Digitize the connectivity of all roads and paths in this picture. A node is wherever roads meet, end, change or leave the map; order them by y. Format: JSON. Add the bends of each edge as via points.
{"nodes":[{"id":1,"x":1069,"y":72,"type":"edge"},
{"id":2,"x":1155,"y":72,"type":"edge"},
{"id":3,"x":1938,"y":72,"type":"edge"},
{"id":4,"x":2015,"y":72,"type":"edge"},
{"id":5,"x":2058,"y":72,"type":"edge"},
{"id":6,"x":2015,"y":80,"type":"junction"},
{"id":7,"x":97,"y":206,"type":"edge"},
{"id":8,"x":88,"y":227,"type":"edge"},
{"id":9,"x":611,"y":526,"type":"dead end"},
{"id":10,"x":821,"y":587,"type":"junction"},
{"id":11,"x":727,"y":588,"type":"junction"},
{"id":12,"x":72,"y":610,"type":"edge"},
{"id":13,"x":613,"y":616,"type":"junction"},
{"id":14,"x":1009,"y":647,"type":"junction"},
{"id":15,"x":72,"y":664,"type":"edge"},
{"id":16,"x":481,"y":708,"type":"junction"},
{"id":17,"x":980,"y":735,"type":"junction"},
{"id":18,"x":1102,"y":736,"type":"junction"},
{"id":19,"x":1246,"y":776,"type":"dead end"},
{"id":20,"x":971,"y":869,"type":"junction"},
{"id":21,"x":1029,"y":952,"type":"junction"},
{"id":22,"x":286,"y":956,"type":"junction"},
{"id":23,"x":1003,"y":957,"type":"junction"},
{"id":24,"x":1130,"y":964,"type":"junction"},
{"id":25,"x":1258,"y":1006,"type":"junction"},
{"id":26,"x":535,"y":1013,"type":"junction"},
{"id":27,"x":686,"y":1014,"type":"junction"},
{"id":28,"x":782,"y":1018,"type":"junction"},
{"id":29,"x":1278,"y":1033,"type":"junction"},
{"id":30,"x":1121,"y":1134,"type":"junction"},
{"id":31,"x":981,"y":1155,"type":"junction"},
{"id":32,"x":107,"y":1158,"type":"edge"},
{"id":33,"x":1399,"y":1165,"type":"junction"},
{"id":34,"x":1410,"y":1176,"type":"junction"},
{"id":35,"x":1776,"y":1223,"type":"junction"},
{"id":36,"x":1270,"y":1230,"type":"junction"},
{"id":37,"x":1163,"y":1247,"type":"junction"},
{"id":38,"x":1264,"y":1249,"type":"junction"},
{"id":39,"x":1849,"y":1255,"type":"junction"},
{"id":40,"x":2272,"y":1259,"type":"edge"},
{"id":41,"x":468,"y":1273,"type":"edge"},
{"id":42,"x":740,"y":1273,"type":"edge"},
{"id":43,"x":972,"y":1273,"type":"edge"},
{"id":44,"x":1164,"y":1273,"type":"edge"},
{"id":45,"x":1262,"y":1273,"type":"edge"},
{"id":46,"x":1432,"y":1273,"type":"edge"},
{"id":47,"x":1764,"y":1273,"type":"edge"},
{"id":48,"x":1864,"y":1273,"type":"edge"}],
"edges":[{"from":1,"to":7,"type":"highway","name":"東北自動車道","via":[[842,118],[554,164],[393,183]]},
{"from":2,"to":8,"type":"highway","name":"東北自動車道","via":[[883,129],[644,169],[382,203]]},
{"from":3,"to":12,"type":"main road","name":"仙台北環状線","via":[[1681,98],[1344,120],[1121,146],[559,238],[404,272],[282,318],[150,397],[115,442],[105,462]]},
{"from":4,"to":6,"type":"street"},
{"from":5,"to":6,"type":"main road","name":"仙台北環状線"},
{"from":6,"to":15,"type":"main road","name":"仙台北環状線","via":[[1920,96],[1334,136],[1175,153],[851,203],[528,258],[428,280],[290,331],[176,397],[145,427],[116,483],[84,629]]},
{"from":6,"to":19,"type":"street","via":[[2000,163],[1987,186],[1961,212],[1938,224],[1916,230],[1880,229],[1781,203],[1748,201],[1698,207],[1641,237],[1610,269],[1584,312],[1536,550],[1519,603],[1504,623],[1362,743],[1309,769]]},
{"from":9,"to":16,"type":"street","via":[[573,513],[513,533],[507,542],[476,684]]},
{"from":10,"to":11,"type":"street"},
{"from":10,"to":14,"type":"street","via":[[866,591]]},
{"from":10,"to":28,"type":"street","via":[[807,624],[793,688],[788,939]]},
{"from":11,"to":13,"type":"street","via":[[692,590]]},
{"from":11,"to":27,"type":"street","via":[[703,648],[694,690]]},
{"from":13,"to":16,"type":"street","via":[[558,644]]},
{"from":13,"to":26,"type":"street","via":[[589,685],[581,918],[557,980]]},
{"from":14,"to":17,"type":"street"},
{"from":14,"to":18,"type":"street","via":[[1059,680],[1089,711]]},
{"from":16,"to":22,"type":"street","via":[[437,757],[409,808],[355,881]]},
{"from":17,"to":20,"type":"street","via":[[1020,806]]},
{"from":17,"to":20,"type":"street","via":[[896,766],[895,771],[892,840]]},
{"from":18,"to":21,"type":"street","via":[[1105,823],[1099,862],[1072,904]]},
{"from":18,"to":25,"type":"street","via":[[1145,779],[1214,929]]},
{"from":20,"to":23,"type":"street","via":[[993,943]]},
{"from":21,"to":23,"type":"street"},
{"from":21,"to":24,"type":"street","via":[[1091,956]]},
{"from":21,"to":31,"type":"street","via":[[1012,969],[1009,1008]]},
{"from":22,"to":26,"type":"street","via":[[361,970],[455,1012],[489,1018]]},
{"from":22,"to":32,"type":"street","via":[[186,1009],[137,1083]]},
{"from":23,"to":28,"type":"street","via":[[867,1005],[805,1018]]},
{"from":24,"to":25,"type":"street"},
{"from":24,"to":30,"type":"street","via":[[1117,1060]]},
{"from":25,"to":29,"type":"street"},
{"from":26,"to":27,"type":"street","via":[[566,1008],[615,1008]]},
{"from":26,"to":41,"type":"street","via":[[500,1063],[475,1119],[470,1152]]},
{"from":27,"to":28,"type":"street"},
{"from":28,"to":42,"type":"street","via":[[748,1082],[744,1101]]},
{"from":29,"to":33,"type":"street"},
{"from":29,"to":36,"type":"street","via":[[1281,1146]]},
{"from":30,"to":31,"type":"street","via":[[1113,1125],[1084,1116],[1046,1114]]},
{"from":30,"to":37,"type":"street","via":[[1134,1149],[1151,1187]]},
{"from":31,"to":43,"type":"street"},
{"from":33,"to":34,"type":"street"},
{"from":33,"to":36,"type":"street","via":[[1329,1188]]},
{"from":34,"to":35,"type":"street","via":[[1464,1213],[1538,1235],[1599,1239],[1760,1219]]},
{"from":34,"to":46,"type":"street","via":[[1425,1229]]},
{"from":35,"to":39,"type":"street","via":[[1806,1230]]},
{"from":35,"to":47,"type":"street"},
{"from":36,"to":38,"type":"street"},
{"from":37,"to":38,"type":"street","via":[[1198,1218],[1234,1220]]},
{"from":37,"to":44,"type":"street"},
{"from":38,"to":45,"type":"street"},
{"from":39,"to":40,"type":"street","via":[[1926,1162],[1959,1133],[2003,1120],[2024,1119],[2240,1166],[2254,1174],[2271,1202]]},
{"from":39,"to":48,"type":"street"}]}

────────────────

> [TASK]
Show the lines of the entries that include the string "name", copying each in full.

> [SOLUTION TO THIS PROBLEM]
"edges":[{"from":1,"to":7,"type":"highway","name":"東北自動車道","via":[[842,118],[554,164],[393,183]]},
{"from":2,"to":8,"type":"highway","name":"東北自動車道","via":[[883,129],[644,169],[382,203]]},
{"from":3,"to":12,"type":"main road","name":"仙台北環状線","via":[[1681,98],[1344,120],[1121,146],[559,238],[404,272],[282,318],[150,397],[115,442],[105,462]]},
{"from":5,"to":6,"type":"main road","name":"仙台北環状線"},
{"from":6,"to":15,"type":"main road","name":"仙台北環状線","via":[[1920,96],[1334,136],[1175,153],[851,203],[528,258],[428,280],[290,331],[176,397],[145,427],[116,483],[84,629]]},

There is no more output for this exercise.